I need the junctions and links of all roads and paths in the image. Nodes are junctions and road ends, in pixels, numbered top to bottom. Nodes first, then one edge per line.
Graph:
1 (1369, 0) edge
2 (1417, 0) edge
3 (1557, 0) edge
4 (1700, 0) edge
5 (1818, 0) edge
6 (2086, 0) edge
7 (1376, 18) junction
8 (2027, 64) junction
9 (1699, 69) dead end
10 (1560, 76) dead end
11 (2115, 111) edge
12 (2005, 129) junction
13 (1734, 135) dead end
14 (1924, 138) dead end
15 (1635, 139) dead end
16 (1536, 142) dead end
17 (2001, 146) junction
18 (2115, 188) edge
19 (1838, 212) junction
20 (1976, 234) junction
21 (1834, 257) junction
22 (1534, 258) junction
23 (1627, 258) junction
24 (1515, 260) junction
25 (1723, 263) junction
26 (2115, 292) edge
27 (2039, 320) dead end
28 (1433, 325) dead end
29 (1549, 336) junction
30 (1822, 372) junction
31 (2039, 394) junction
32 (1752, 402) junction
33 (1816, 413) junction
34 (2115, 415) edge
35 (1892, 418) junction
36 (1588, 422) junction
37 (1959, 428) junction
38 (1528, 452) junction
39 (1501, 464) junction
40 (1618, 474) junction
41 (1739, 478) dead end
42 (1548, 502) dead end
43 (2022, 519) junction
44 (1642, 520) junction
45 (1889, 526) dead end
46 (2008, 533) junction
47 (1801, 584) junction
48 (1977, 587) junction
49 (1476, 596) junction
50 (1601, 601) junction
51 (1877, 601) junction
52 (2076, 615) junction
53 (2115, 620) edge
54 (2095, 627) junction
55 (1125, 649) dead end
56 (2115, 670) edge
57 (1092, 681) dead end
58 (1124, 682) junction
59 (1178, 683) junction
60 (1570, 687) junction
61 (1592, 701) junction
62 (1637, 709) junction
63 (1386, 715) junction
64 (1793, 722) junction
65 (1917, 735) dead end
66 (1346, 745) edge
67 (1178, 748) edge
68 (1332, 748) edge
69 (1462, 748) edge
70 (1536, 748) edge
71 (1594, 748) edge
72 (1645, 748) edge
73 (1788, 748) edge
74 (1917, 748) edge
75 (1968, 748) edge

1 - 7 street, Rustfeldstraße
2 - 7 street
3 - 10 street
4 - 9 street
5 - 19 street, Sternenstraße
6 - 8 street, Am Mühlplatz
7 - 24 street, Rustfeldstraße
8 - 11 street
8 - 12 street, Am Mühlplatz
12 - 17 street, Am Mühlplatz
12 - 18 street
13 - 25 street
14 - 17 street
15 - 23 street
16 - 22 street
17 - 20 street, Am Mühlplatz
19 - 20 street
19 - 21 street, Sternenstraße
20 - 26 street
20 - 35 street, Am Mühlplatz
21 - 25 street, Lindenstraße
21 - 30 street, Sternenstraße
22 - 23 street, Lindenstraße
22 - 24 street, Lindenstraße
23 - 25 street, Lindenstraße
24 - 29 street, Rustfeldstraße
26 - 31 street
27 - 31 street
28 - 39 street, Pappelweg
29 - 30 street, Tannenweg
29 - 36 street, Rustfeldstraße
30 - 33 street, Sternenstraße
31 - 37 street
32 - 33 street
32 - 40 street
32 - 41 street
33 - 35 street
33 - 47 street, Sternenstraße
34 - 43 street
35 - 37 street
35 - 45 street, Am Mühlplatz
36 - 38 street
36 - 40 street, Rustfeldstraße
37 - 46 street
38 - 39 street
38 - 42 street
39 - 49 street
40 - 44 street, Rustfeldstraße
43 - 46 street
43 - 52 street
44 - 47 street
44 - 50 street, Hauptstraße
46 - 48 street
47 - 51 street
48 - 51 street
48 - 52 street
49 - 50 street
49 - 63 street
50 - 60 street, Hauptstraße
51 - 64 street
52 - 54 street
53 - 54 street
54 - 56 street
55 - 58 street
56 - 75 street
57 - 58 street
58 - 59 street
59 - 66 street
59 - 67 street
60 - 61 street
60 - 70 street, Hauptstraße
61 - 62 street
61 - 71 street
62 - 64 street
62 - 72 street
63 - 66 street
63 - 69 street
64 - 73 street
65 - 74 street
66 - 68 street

- [Work to be completed]: Repeat each entry exactly as it was given.

- [Response to this task]:
I need the junctions and links of all roads and paths in the image. Nodes are junctions and road ends, in pixels, numbered top to bottom. Nodes first, then one edge per line.
Graph:
1 (1369, 0) edge
2 (1417, 0) edge
3 (1557, 0) edge
4 (1700, 0) edge
5 (1818, 0) edge
6 (2086, 0) edge
7 (1376, 18) junction
8 (2027, 64) junction
9 (1699, 69) dead end
10 (1560, 76) dead end
11 (2115, 111) edge
12 (2005, 129) junction
13 (1734, 135) dead end
14 (1924, 138) dead end
15 (1635, 139) dead end
16 (1536, 142) dead end
17 (2001, 146) junction
18 (2115, 188) edge
19 (1838, 212) junction
20 (1976, 234) junction
21 (1834, 257) junction
22 (1534, 258) junction
23 (1627, 258) junction
24 (1515, 260) junction
25 (1723, 263) junction
26 (2115, 292) edge
27 (2039, 320) dead end
28 (1433, 325) dead end
29 (1549, 336) junction
30 (1822, 372) junction
31 (2039, 394) junction
32 (1752, 402) junction
33 (1816, 413) junction
34 (2115, 415) edge
35 (1892, 418) junction
36 (1588, 422) junction
37 (1959, 428) junction
38 (1528, 452) junction
39 (1501, 464) junction
40 (1618, 474) junction
41 (1739, 478) dead end
42 (1548, 502) dead end
43 (2022, 519) junction
44 (1642, 520) junction
45 (1889, 526) dead end
46 (2008, 533) junction
47 (1801, 584) junction
48 (1977, 587) junction
49 (1476, 596) junction
50 (1601, 601) junction
51 (1877, 601) junction
52 (2076, 615) junction
53 (2115, 620) edge
54 (2095, 627) junction
55 (1125, 649) dead end
56 (2115, 670) edge
57 (1092, 681) dead end
58 (1124, 682) junction
59 (1178, 683) junction
60 (1570, 687) junction
61 (1592, 701) junction
62 (1637, 709) junction
63 (1386, 715) junction
64 (1793, 722) junction
65 (1917, 735) dead end
66 (1346, 745) edge
67 (1178, 748) edge
68 (1332, 748) edge
69 (1462, 748) edge
70 (1536, 748) edge
71 (1594, 748) edge
72 (1645, 748) edge
73 (1788, 748) edge
74 (1917, 748) edge
75 (1968, 748) edge

1 - 7 street, Rustfeldstraße
2 - 7 street
3 - 10 street
4 - 9 street
5 - 19 street, Sternenstraße
6 - 8 street, Am Mühlplatz
7 - 24 street, Rustfeldstraße
8 - 11 street
8 - 12 street, Am Mühlplatz
12 - 17 street, Am Mühlplatz
12 - 18 street
13 - 25 street
14 - 17 street
15 - 23 street
16 - 22 street
17 - 20 street, Am Mühlplatz
19 - 20 street
19 - 21 street, Sternenstraße
20 - 26 street
20 - 35 street, Am Mühlplatz
21 - 25 street, Lindenstraße
21 - 30 street, Sternenstraße
22 - 23 street, Lindenstraße
22 - 24 street, Lindenstraße
23 - 25 street, Lindenstraße
24 - 29 street, Rustfeldstraße
26 - 31 street
27 - 31 street
28 - 39 street, Pappelweg
29 - 30 street, Tannenweg
29 - 36 street, Rustfeldstraße
30 - 33 street, Sternenstraße
31 - 37 street
32 - 33 street
32 - 40 street
32 - 41 street
33 - 35 street
33 - 47 street, Sternenstraße
34 - 43 street
35 - 37 street
35 - 45 street, Am Mühlplatz
36 - 38 street
36 - 40 street, Rustfeldstraße
37 - 46 street
38 - 39 street
38 - 42 street
39 - 49 street
40 - 44 street, Rustfeldstraße
43 - 46 street
43 - 52 street
44 - 47 street
44 - 50 street, Hauptstraße
46 - 48 street
47 - 51 street
48 - 51 street
48 - 52 street
49 - 50 street
49 - 63 street
50 - 60 street, Hauptstraße
51 - 64 street
52 - 54 street
53 - 54 street
54 - 56 street
55 - 58 street
56 - 75 street
57 - 58 street
58 - 59 street
59 - 66 street
59 - 67 street
60 - 61 street
60 - 70 street, Hauptstraße
61 - 62 street
61 - 71 street
62 - 64 street
62 - 72 street
63 - 66 street
63 - 69 street
64 - 73 street
65 - 74 street
66 - 68 street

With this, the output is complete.